Saved data entries
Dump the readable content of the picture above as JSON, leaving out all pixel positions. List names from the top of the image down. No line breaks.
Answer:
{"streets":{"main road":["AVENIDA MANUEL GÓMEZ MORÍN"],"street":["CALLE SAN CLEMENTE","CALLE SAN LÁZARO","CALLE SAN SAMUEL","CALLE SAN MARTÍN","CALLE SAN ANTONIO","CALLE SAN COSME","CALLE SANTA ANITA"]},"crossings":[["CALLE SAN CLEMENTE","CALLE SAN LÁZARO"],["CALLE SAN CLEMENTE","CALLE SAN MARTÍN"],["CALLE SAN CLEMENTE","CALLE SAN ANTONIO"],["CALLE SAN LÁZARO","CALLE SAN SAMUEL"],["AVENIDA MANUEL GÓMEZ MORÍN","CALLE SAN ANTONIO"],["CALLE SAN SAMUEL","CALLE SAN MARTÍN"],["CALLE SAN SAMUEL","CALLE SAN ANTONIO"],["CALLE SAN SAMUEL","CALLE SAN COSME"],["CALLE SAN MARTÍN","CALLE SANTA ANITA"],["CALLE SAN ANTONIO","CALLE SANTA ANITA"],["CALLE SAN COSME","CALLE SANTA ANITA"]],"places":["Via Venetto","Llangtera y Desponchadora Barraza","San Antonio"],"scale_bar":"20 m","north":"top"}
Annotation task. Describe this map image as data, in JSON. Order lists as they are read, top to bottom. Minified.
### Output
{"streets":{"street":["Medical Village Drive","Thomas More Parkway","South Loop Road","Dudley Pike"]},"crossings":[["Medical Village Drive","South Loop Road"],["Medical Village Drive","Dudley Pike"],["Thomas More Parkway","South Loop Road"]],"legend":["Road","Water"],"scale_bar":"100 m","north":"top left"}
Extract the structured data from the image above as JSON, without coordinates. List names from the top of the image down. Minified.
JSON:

TASK BRIEF:
Read the lines above. Gather those in which the string "JSON" is found.

RESPONSE TO THIS EXERCISE:
Dump the readable content of the picture above as JSON, leaving out all pixel positions. List names from the top of the image down. No line breaks.
Annotation task. Describe this map image as data, in JSON. Order lists as they are read, top to bottom. Minified.
Extract the structured data from the image above as JSON, without coordinates. List names from the top of the image down. Minified.
JSON:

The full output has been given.